BEGIN

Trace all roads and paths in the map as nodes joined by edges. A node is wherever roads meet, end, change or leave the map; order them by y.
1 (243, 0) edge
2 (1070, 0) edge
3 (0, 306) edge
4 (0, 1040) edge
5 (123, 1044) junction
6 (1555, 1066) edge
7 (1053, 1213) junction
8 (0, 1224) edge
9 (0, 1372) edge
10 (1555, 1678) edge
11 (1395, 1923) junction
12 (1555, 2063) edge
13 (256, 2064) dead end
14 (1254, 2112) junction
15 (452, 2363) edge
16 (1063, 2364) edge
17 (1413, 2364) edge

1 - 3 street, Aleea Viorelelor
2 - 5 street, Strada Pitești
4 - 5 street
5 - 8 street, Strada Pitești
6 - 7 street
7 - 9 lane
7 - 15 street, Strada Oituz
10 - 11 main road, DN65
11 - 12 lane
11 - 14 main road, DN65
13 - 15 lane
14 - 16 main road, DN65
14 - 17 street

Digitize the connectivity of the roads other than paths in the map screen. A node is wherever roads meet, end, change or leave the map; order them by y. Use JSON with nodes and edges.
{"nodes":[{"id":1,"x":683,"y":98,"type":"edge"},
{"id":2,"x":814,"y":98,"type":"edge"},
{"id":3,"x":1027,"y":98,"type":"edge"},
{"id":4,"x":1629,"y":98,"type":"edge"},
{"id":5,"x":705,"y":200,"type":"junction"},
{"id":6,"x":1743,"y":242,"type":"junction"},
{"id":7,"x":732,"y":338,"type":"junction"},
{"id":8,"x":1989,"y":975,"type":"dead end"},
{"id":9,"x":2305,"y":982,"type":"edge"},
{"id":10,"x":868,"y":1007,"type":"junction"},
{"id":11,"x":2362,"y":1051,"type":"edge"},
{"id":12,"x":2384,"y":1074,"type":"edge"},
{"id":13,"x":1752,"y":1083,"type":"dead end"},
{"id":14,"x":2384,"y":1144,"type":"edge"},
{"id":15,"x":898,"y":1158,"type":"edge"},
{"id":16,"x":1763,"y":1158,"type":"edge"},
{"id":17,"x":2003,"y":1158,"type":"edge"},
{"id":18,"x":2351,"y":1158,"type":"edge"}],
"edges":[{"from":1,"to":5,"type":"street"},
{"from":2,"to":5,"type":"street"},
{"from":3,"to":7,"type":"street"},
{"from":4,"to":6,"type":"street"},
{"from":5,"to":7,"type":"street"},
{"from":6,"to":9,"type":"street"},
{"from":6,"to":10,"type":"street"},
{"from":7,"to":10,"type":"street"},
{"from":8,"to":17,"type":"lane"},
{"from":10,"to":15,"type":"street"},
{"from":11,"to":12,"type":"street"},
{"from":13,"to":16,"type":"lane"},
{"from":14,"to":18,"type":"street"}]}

END

ACTIVITY: Take the material above and reproduce it word for word.

EXERCISE RESPONSE:
Trace all roads and paths in the map as nodes joined by edges. A node is wherever roads meet, end, change or leave the map; order them by y.
1 (243, 0) edge
2 (1070, 0) edge
3 (0, 306) edge
4 (0, 1040) edge
5 (123, 1044) junction
6 (1555, 1066) edge
7 (1053, 1213) junction
8 (0, 1224) edge
9 (0, 1372) edge
10 (1555, 1678) edge
11 (1395, 1923) junction
12 (1555, 2063) edge
13 (256, 2064) dead end
14 (1254, 2112) junction
15 (452, 2363) edge
16 (1063, 2364) edge
17 (1413, 2364) edge

1 - 3 street, Aleea Viorelelor
2 - 5 street, Strada Pitești
4 - 5 street
5 - 8 street, Strada Pitești
6 - 7 street
7 - 9 lane
7 - 15 street, Strada Oituz
10 - 11 main road, DN65
11 - 12 lane
11 - 14 main road, DN65
13 - 15 lane
14 - 16 main road, DN65
14 - 17 street

Digitize the connectivity of the roads other than paths in the map screen. A node is wherever roads meet, end, change or leave the map; order them by y. Use JSON with nodes and edges.
{"nodes":[{"id":1,"x":683,"y":98,"type":"edge"},
{"id":2,"x":814,"y":98,"type":"edge"},
{"id":3,"x":1027,"y":98,"type":"edge"},
{"id":4,"x":1629,"y":98,"type":"edge"},
{"id":5,"x":705,"y":200,"type":"junction"},
{"id":6,"x":1743,"y":242,"type":"junction"},
{"id":7,"x":732,"y":338,"type":"junction"},
{"id":8,"x":1989,"y":975,"type":"dead end"},
{"id":9,"x":2305,"y":982,"type":"edge"},
{"id":10,"x":868,"y":1007,"type":"junction"},
{"id":11,"x":2362,"y":1051,"type":"edge"},
{"id":12,"x":2384,"y":1074,"type":"edge"},
{"id":13,"x":1752,"y":1083,"type":"dead end"},
{"id":14,"x":2384,"y":1144,"type":"edge"},
{"id":15,"x":898,"y":1158,"type":"edge"},
{"id":16,"x":1763,"y":1158,"type":"edge"},
{"id":17,"x":2003,"y":1158,"type":"edge"},
{"id":18,"x":2351,"y":1158,"type":"edge"}],
"edges":[{"from":1,"to":5,"type":"street"},
{"from":2,"to":5,"type":"street"},
{"from":3,"to":7,"type":"street"},
{"from":4,"to":6,"type":"street"},
{"from":5,"to":7,"type":"street"},
{"from":6,"to":9,"type":"street"},
{"from":6,"to":10,"type":"street"},
{"from":7,"to":10,"type":"street"},
{"from":8,"to":17,"type":"lane"},
{"from":10,"to":15,"type":"street"},
{"from":11,"to":12,"type":"street"},
{"from":13,"to":16,"type":"lane"},
{"from":14,"to":18,"type":"street"}]}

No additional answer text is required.